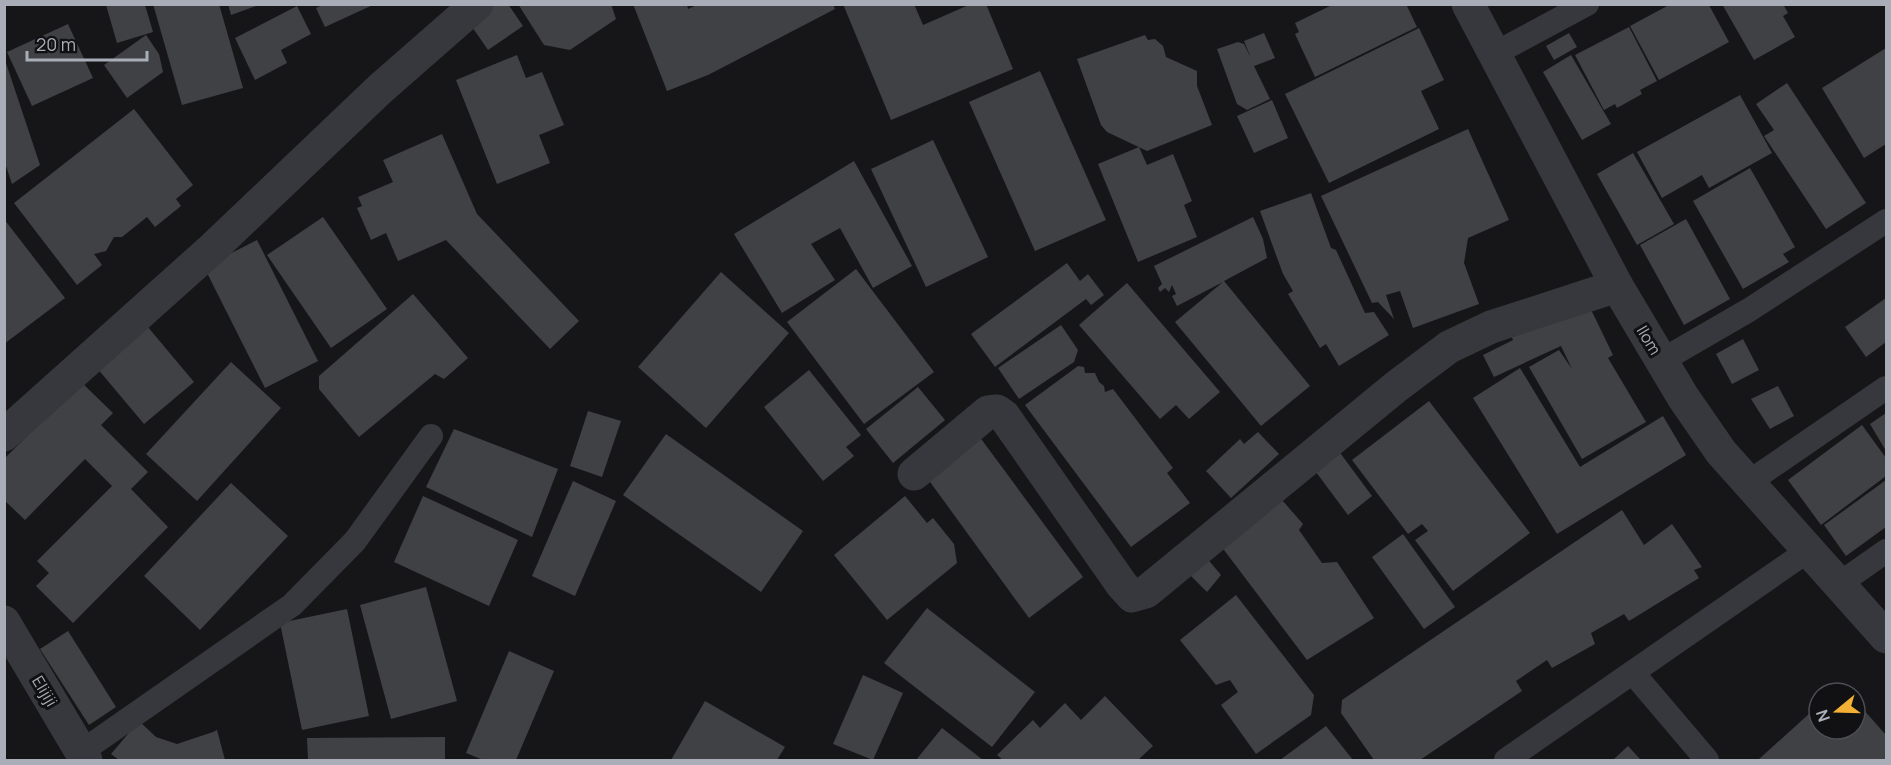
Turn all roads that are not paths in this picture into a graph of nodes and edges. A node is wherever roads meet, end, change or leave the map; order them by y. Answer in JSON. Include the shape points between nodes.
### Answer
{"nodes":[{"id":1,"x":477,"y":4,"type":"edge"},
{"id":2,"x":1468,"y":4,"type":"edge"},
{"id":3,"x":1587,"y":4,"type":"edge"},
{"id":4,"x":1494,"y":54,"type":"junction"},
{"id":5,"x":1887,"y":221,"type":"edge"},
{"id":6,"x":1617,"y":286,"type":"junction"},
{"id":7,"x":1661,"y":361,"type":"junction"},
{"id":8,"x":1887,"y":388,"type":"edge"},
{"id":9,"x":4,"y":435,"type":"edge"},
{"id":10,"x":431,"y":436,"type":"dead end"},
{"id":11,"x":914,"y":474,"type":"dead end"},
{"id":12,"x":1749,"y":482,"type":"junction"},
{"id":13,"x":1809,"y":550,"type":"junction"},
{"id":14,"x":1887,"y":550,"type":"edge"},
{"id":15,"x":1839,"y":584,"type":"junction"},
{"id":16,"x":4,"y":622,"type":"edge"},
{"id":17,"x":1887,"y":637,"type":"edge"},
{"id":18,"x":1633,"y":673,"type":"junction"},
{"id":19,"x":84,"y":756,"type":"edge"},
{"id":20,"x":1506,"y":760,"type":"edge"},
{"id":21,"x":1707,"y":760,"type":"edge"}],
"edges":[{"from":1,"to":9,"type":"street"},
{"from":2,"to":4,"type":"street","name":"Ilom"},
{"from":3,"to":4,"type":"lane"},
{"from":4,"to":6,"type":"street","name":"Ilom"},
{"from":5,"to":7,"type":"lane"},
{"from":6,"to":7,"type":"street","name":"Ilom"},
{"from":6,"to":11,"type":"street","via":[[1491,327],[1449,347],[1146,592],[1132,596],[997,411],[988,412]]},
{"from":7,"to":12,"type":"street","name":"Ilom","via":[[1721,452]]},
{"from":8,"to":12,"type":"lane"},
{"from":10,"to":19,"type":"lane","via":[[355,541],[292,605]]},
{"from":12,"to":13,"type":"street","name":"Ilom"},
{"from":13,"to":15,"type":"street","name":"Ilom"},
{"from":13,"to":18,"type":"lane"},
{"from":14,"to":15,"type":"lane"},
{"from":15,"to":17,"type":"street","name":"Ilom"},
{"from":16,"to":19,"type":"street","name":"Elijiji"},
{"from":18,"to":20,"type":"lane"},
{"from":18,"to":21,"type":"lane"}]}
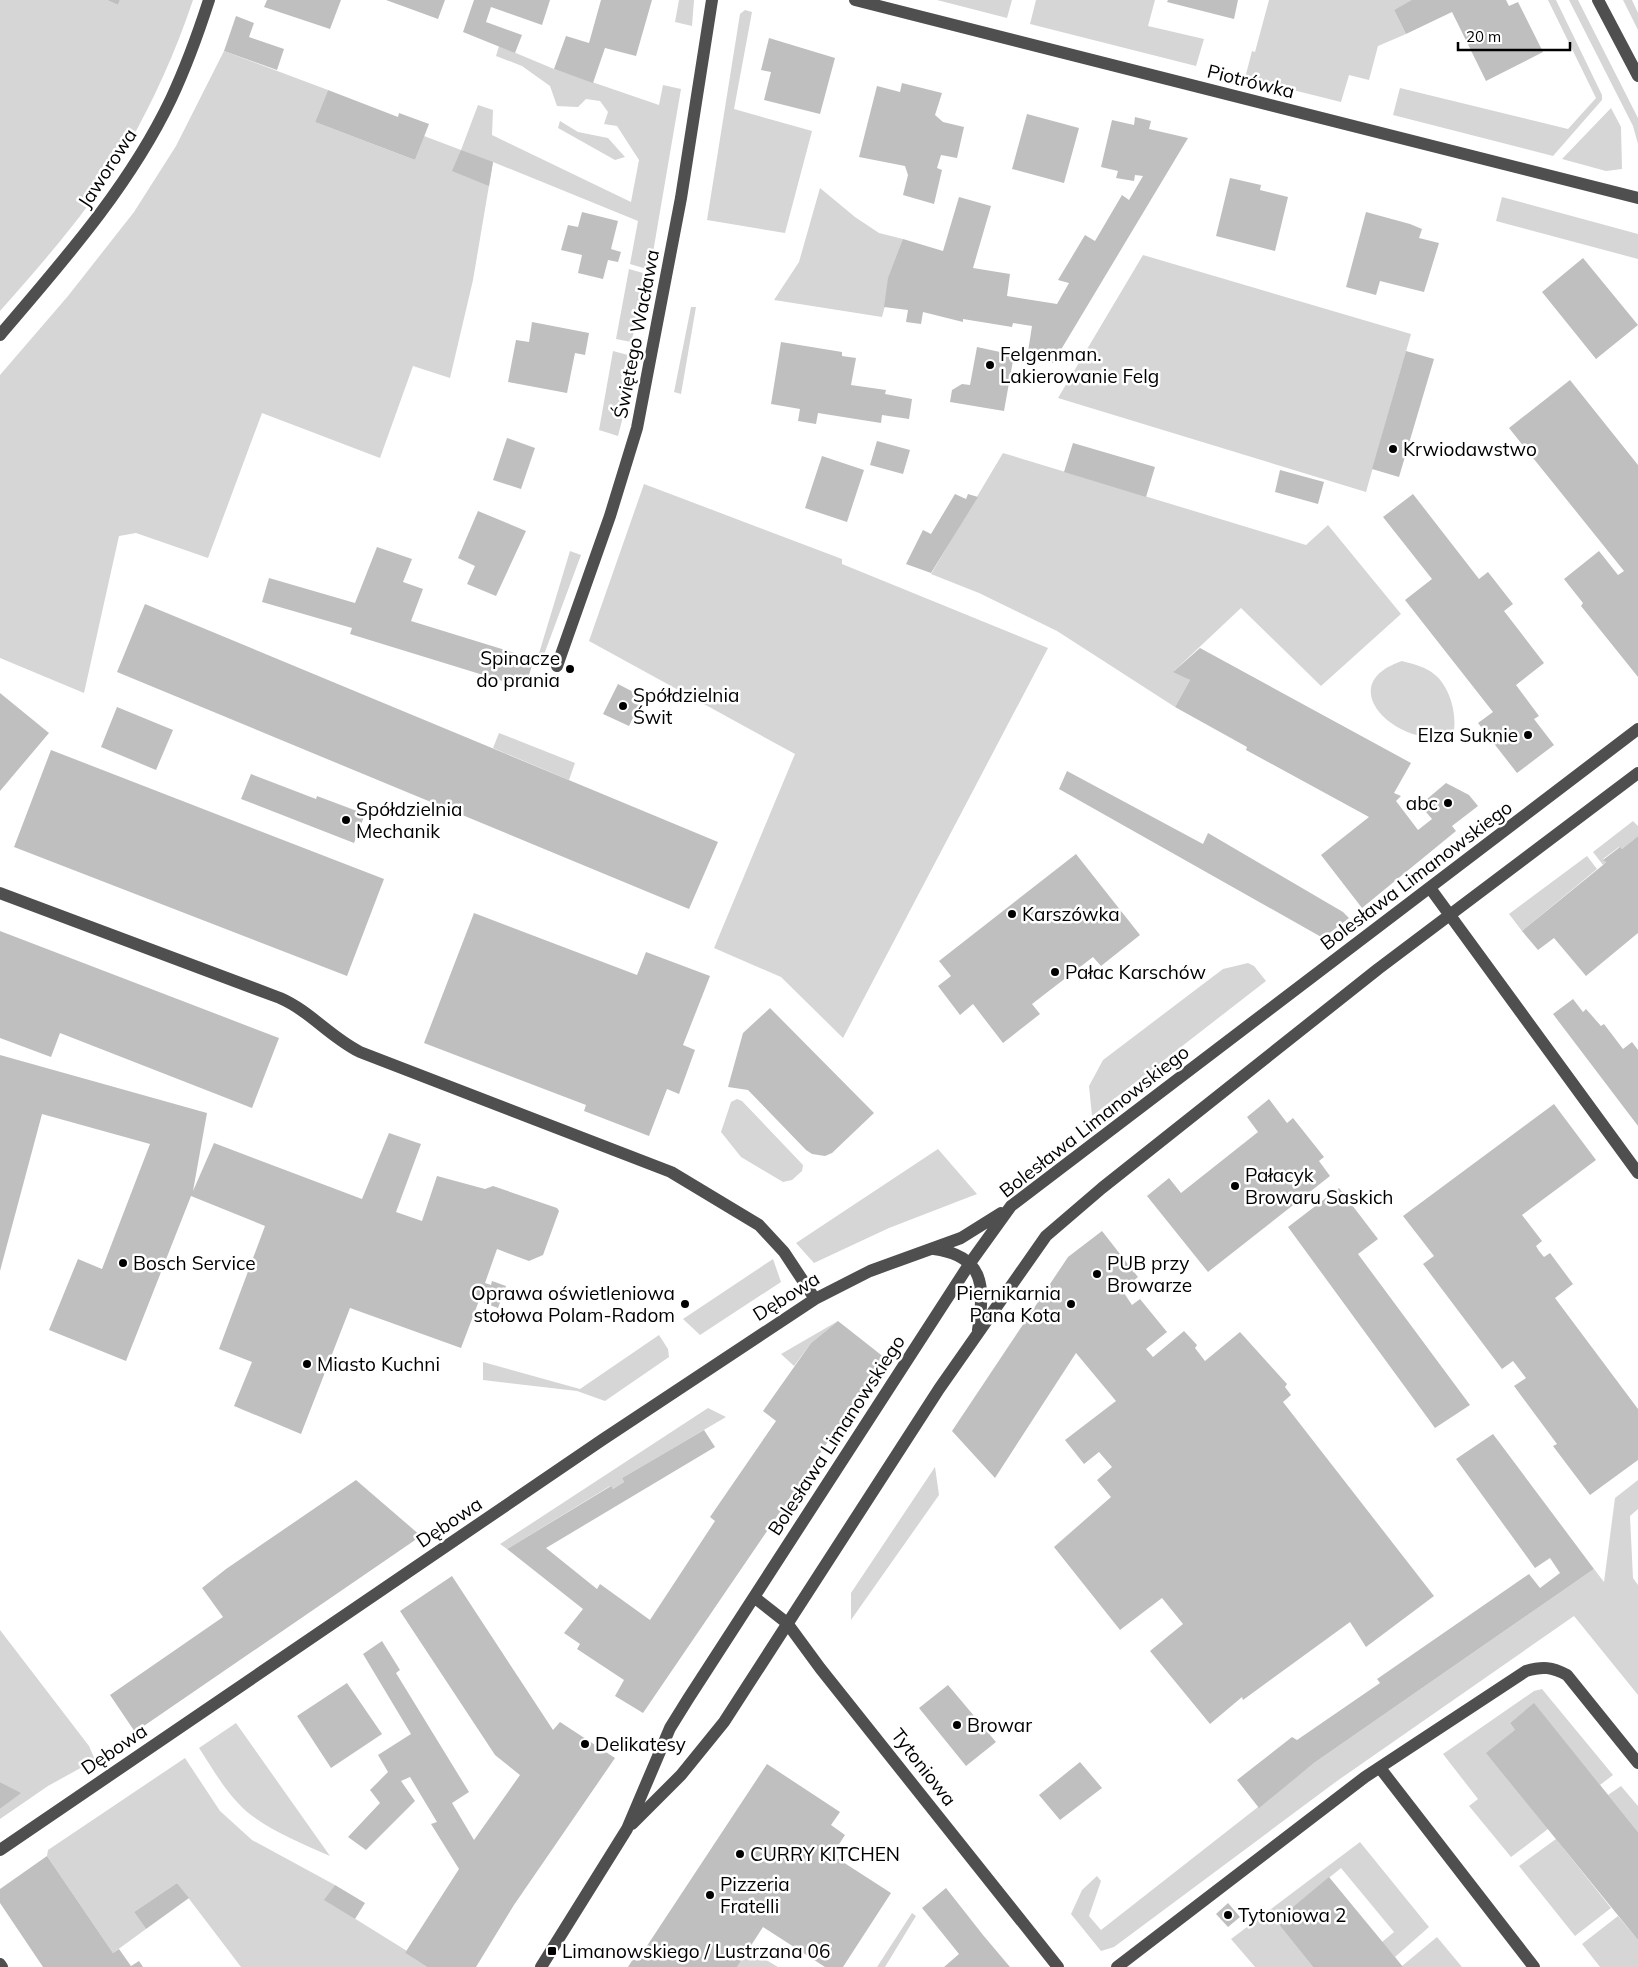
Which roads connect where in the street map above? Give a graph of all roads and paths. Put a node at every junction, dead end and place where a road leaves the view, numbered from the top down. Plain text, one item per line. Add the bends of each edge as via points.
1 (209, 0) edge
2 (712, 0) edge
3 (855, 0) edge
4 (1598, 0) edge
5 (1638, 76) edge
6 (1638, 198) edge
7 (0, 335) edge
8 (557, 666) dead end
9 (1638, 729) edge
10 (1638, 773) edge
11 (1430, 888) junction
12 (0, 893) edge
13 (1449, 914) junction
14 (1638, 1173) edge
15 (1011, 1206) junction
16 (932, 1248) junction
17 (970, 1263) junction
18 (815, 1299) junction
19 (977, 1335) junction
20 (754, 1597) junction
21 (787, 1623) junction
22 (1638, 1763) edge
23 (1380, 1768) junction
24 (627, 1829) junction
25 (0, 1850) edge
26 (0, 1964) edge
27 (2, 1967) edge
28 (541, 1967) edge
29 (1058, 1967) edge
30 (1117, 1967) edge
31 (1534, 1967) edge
********
## GOAL OF THE EXERCISE
The records above should be repeated exactly, with no pictures in the copy.

## ANSWER
Turn all roads that are not paths in this picture into a graph of nodes and edges. A node is wherever roads meet, end, change or leave the map; order them by y. Answer in JSON. Include the shape points between nodes.
### Answer
{"nodes":[{"id":1,"x":477,"y":4,"type":"edge"},
{"id":2,"x":1468,"y":4,"type":"edge"},
{"id":3,"x":1587,"y":4,"type":"edge"},
{"id":4,"x":1494,"y":54,"type":"junction"},
{"id":5,"x":1887,"y":221,"type":"edge"},
{"id":6,"x":1617,"y":286,"type":"junction"},
{"id":7,"x":1661,"y":361,"type":"junction"},
{"id":8,"x":1887,"y":388,"type":"edge"},
{"id":9,"x":4,"y":435,"type":"edge"},
{"id":10,"x":431,"y":436,"type":"dead end"},
{"id":11,"x":914,"y":474,"type":"dead end"},
{"id":12,"x":1749,"y":482,"type":"junction"},
{"id":13,"x":1809,"y":550,"type":"junction"},
{"id":14,"x":1887,"y":550,"type":"edge"},
{"id":15,"x":1839,"y":584,"type":"junction"},
{"id":16,"x":4,"y":622,"type":"edge"},
{"id":17,"x":1887,"y":637,"type":"edge"},
{"id":18,"x":1633,"y":673,"type":"junction"},
{"id":19,"x":84,"y":756,"type":"edge"},
{"id":20,"x":1506,"y":760,"type":"edge"},
{"id":21,"x":1707,"y":760,"type":"edge"}],
"edges":[{"from":1,"to":9,"type":"street"},
{"from":2,"to":4,"type":"street","name":"Ilom"},
{"from":3,"to":4,"type":"lane"},
{"from":4,"to":6,"type":"street","name":"Ilom"},
{"from":5,"to":7,"type":"lane"},
{"from":6,"to":7,"type":"street","name":"Ilom"},
{"from":6,"to":11,"type":"street","via":[[1491,327],[1449,347],[1146,592],[1132,596],[997,411],[988,412]]},
{"from":7,"to":12,"type":"street","name":"Ilom","via":[[1721,452]]},
{"from":8,"to":12,"type":"lane"},
{"from":10,"to":19,"type":"lane","via":[[355,541],[292,605]]},
{"from":12,"to":13,"type":"street","name":"Ilom"},
{"from":13,"to":15,"type":"street","name":"Ilom"},
{"from":13,"to":18,"type":"lane"},
{"from":14,"to":15,"type":"lane"},
{"from":15,"to":17,"type":"street","name":"Ilom"},
{"from":16,"to":19,"type":"street","name":"Elijiji"},
{"from":18,"to":20,"type":"lane"},
{"from":18,"to":21,"type":"lane"}]}
Which roads connect where in the street map above? Give a graph of all roads and paths. Put a node at every junction, dead end and place where a road leaves the view, numbered from the top down. Plain text, one item per line. Add the bends of each edge as via points.
1 (209, 0) edge
2 (712, 0) edge
3 (855, 0) edge
4 (1598, 0) edge
5 (1638, 76) edge
6 (1638, 198) edge
7 (0, 335) edge
8 (557, 666) dead end
9 (1638, 729) edge
10 (1638, 773) edge
11 (1430, 888) junction
12 (0, 893) edge
13 (1449, 914) junction
14 (1638, 1173) edge
15 (1011, 1206) junction
16 (932, 1248) junction
17 (970, 1263) junction
18 (815, 1299) junction
19 (977, 1335) junction
20 (754, 1597) junction
21 (787, 1623) junction
22 (1638, 1763) edge
23 (1380, 1768) junction
24 (627, 1829) junction
25 (0, 1850) edge
26 (0, 1964) edge
27 (2, 1967) edge
28 (541, 1967) edge
29 (1058, 1967) edge
30 (1117, 1967) edge
31 (1534, 1967) edge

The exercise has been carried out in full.